[Collected data]

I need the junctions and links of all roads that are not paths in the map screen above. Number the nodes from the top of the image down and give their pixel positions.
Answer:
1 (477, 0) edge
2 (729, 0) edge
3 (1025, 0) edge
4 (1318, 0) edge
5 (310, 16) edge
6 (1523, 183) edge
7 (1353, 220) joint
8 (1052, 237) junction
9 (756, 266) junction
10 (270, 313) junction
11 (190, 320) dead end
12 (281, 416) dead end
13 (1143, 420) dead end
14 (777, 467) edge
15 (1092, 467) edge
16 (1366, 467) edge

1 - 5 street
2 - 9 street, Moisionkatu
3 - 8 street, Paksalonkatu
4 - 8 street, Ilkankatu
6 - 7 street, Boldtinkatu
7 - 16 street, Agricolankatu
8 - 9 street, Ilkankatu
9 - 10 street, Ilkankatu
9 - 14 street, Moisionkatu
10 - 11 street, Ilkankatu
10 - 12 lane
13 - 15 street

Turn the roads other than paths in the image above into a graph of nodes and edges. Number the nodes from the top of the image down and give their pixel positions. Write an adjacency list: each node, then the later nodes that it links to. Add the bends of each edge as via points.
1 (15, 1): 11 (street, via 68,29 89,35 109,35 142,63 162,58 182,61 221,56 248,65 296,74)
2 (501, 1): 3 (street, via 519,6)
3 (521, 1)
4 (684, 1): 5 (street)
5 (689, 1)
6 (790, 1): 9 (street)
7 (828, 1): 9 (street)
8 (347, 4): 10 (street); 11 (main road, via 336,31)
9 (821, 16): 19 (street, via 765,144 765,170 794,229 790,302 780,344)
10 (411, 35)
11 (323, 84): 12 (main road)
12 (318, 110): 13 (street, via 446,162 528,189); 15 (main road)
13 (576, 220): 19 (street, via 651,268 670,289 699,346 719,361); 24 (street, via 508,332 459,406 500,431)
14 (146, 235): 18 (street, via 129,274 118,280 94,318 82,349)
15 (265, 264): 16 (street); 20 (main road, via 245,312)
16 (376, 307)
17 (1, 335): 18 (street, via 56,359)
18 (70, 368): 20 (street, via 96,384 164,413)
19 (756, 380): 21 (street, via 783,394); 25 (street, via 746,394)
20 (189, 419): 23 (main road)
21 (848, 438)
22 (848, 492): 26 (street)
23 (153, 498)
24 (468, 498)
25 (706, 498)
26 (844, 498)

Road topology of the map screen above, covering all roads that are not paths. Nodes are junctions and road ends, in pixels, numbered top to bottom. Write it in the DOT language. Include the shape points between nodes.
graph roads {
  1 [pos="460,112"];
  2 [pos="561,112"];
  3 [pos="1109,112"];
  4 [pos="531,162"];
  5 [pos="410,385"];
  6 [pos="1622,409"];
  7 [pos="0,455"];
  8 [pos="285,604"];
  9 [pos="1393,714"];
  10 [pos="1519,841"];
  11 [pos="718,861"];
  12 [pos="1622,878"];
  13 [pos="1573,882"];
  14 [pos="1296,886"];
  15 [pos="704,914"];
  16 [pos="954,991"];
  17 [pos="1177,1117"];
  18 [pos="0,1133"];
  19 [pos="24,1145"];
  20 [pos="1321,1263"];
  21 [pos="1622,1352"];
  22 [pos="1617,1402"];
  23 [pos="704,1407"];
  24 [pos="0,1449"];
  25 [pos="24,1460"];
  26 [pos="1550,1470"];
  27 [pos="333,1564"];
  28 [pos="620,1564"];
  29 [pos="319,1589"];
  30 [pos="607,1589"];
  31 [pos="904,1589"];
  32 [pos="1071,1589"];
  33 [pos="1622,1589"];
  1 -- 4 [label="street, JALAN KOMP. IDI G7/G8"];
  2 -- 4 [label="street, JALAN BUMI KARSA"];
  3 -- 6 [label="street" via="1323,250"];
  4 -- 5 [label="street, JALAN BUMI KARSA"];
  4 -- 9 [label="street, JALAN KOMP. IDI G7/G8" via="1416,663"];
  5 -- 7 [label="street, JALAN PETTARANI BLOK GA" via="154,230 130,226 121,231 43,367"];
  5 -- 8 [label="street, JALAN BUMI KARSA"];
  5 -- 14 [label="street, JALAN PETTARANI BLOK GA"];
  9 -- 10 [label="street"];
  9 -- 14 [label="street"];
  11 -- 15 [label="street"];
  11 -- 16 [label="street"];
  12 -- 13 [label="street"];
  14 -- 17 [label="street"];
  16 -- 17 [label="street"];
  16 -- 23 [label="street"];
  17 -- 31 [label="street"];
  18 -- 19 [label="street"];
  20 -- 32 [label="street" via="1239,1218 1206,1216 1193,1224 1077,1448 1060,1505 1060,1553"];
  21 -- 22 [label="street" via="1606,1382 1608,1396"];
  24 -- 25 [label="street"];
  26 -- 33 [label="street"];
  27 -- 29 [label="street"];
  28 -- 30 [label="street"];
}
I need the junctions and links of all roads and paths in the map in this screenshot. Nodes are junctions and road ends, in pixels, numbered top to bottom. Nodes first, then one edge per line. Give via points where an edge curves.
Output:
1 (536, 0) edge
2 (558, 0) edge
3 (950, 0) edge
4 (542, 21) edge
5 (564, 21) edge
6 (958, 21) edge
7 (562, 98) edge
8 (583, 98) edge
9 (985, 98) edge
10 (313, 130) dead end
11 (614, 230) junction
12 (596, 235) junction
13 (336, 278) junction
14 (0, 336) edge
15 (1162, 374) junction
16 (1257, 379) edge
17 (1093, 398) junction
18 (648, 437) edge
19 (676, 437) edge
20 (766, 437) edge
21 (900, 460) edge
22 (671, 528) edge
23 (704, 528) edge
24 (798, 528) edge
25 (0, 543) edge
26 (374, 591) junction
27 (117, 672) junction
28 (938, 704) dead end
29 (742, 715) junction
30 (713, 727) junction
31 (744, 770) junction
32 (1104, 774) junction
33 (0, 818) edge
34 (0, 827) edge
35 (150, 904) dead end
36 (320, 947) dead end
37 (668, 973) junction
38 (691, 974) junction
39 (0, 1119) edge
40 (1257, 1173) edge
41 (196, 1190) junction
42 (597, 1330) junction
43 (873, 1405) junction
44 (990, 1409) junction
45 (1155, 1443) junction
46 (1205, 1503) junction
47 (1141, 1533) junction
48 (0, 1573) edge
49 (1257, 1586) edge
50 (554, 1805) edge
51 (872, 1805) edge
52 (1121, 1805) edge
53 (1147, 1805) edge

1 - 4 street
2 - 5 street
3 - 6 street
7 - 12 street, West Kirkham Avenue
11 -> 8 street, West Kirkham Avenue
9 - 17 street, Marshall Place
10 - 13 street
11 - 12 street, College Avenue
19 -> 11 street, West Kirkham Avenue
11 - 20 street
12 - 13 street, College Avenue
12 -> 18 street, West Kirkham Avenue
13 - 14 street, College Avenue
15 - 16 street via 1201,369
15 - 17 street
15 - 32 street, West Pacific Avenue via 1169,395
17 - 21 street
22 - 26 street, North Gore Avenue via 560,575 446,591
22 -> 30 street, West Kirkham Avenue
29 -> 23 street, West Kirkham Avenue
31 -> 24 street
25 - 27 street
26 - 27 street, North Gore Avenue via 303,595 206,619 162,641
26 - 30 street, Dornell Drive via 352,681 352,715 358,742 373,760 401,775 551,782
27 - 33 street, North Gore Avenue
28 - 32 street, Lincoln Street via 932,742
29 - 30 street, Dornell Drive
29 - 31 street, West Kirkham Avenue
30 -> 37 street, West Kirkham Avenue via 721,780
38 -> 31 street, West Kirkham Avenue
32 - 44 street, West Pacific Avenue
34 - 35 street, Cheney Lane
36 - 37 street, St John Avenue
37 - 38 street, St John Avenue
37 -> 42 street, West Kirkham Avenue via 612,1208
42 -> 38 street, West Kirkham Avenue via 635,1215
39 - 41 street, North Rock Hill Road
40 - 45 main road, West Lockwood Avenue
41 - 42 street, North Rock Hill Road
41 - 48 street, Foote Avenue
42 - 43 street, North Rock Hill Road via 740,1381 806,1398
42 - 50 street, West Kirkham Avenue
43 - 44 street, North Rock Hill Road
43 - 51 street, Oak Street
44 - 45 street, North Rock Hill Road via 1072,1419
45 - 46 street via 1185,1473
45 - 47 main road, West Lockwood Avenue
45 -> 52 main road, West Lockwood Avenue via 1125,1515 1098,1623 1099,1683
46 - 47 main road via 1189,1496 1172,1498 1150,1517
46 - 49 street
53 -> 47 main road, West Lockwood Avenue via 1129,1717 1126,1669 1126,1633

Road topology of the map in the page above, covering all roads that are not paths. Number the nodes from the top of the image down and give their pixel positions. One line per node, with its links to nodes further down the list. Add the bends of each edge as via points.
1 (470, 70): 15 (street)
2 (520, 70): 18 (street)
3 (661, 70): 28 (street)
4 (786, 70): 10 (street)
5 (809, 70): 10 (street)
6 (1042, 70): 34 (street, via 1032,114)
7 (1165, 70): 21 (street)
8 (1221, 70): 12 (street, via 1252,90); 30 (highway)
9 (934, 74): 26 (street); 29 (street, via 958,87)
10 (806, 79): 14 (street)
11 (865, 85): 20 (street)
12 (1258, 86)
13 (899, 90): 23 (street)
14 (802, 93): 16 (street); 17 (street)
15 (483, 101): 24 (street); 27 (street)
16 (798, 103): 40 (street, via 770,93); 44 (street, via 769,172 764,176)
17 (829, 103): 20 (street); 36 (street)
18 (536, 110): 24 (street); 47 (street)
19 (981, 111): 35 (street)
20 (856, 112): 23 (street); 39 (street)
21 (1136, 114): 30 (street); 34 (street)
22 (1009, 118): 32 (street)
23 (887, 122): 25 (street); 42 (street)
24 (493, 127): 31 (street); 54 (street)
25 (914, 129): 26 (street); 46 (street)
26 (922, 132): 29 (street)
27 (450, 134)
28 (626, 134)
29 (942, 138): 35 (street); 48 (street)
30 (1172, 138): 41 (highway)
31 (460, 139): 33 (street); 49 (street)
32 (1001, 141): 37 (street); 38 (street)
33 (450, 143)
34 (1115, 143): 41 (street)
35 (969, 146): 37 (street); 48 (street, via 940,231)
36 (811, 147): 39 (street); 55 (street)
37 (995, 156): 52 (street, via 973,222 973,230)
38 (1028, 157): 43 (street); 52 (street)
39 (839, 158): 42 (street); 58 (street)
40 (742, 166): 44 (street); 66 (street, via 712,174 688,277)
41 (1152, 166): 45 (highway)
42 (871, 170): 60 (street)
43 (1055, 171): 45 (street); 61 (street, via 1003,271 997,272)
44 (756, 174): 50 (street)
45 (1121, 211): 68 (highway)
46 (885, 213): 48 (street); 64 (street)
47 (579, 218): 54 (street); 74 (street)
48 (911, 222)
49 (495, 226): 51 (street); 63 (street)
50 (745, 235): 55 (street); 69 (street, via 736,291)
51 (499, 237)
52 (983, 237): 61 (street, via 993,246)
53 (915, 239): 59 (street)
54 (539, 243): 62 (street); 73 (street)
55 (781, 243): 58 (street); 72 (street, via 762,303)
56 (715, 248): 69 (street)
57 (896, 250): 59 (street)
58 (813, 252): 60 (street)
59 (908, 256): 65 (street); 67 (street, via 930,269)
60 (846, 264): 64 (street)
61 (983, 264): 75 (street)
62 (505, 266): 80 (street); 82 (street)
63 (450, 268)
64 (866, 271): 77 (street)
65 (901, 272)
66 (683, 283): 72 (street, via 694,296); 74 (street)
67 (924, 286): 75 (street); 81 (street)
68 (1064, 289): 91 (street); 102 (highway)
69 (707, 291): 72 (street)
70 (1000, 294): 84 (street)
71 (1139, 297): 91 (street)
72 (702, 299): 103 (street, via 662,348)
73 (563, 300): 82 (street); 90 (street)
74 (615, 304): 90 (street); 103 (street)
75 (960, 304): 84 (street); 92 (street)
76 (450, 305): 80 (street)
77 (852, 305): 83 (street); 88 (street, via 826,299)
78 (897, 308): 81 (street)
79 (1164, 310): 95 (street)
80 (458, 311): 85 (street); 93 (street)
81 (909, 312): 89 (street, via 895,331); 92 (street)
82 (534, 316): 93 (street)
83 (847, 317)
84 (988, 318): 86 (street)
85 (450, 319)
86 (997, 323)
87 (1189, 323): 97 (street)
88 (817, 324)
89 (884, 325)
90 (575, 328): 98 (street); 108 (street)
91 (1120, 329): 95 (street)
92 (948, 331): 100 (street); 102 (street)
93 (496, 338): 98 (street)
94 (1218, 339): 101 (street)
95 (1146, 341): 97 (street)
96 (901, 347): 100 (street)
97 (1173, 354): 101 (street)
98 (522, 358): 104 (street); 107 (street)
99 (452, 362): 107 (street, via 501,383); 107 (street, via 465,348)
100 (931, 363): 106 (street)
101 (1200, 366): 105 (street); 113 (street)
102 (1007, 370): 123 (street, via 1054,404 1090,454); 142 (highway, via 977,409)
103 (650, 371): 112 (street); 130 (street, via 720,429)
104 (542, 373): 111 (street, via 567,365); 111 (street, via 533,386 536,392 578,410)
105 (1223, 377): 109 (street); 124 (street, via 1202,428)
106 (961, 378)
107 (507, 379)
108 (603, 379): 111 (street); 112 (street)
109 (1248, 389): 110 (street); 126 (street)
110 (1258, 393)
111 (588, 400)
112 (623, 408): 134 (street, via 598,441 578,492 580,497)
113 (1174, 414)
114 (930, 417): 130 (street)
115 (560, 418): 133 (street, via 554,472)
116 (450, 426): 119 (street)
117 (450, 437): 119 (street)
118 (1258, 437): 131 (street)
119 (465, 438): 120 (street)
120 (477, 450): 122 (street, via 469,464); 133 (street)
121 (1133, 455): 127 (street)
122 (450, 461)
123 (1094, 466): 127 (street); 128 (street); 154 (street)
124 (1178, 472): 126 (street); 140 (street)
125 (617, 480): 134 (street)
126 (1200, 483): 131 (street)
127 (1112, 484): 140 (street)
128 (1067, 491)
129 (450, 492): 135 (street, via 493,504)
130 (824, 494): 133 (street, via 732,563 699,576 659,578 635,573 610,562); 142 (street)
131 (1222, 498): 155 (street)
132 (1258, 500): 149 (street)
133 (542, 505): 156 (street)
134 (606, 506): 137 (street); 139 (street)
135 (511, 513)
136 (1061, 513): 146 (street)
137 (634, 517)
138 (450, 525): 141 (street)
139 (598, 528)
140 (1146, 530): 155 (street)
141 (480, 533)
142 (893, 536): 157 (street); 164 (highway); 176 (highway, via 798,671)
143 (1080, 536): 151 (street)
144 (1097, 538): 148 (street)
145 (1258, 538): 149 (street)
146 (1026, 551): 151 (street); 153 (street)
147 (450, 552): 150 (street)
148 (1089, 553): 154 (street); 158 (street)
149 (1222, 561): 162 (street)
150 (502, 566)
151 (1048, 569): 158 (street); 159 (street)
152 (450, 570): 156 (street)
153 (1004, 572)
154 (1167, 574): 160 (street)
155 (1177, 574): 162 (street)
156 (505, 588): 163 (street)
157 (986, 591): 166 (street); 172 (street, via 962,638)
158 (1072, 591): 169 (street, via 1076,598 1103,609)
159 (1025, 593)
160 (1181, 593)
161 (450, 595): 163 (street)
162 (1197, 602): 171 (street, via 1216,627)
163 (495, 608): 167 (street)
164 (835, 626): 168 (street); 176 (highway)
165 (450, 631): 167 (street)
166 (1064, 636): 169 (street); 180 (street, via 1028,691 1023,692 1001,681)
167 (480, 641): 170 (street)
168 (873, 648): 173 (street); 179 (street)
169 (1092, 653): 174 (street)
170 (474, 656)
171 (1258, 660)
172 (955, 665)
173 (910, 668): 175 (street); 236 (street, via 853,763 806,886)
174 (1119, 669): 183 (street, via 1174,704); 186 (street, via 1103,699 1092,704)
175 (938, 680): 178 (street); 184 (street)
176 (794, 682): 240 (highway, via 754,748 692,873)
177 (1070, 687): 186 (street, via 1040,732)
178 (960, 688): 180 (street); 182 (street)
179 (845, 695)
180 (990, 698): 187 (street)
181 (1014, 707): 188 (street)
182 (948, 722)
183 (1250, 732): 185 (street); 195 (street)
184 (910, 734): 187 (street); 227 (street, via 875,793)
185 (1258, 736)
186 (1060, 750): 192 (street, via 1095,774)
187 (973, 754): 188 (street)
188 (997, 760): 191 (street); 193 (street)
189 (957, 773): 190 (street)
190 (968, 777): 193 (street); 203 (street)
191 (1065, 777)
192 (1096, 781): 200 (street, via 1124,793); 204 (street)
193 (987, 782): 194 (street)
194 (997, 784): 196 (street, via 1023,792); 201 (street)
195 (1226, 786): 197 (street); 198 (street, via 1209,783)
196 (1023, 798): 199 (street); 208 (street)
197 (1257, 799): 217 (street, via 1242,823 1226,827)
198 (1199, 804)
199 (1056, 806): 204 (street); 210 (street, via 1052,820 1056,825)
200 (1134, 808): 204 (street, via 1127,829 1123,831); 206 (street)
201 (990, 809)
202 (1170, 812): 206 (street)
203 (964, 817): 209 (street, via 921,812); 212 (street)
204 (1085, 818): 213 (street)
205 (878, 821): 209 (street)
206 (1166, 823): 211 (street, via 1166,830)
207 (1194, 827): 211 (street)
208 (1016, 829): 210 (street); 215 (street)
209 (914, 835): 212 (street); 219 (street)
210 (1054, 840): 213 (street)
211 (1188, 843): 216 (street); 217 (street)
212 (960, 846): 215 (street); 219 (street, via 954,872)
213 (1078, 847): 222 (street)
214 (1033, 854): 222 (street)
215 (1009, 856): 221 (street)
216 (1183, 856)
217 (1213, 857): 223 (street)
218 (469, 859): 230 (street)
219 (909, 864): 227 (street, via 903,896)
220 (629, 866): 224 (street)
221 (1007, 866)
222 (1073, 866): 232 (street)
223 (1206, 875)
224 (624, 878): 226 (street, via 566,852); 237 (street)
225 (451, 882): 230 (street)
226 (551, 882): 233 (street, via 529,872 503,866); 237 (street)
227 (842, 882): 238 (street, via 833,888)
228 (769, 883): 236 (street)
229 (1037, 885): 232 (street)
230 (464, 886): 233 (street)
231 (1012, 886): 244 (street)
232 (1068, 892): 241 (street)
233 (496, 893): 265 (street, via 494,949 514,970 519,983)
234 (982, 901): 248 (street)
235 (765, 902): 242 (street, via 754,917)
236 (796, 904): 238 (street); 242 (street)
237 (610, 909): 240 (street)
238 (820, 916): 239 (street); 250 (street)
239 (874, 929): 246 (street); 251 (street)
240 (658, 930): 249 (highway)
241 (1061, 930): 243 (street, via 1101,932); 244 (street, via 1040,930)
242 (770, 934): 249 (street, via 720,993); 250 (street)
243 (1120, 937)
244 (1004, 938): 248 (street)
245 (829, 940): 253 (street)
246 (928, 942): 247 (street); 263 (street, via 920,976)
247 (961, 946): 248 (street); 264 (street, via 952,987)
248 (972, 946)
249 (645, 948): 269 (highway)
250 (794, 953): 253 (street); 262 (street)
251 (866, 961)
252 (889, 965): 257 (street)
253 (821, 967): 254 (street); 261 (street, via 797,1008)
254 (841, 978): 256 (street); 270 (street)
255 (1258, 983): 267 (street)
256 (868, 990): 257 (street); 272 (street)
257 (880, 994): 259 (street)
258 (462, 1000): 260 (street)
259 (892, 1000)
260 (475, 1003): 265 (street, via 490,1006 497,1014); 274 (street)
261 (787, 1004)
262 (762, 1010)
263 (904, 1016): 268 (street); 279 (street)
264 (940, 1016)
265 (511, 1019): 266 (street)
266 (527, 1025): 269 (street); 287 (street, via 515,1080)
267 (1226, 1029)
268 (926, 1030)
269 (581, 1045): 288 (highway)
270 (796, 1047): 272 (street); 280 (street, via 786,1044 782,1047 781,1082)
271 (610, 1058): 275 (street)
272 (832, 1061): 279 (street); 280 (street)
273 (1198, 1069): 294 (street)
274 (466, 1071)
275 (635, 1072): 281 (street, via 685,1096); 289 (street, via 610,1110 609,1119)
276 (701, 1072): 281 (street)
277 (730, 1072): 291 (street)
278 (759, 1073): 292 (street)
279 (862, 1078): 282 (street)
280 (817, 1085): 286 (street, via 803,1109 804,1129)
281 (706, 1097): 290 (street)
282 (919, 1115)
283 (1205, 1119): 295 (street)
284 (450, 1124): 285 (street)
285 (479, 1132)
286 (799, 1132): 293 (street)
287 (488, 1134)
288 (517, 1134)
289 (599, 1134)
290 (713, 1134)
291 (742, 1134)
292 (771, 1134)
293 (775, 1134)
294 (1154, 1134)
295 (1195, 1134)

- [Aim of the exercise]: What is the number of lines in the data that hold the word "Dornell"? Reply with that number and nothing else.

- [Answer area]: 2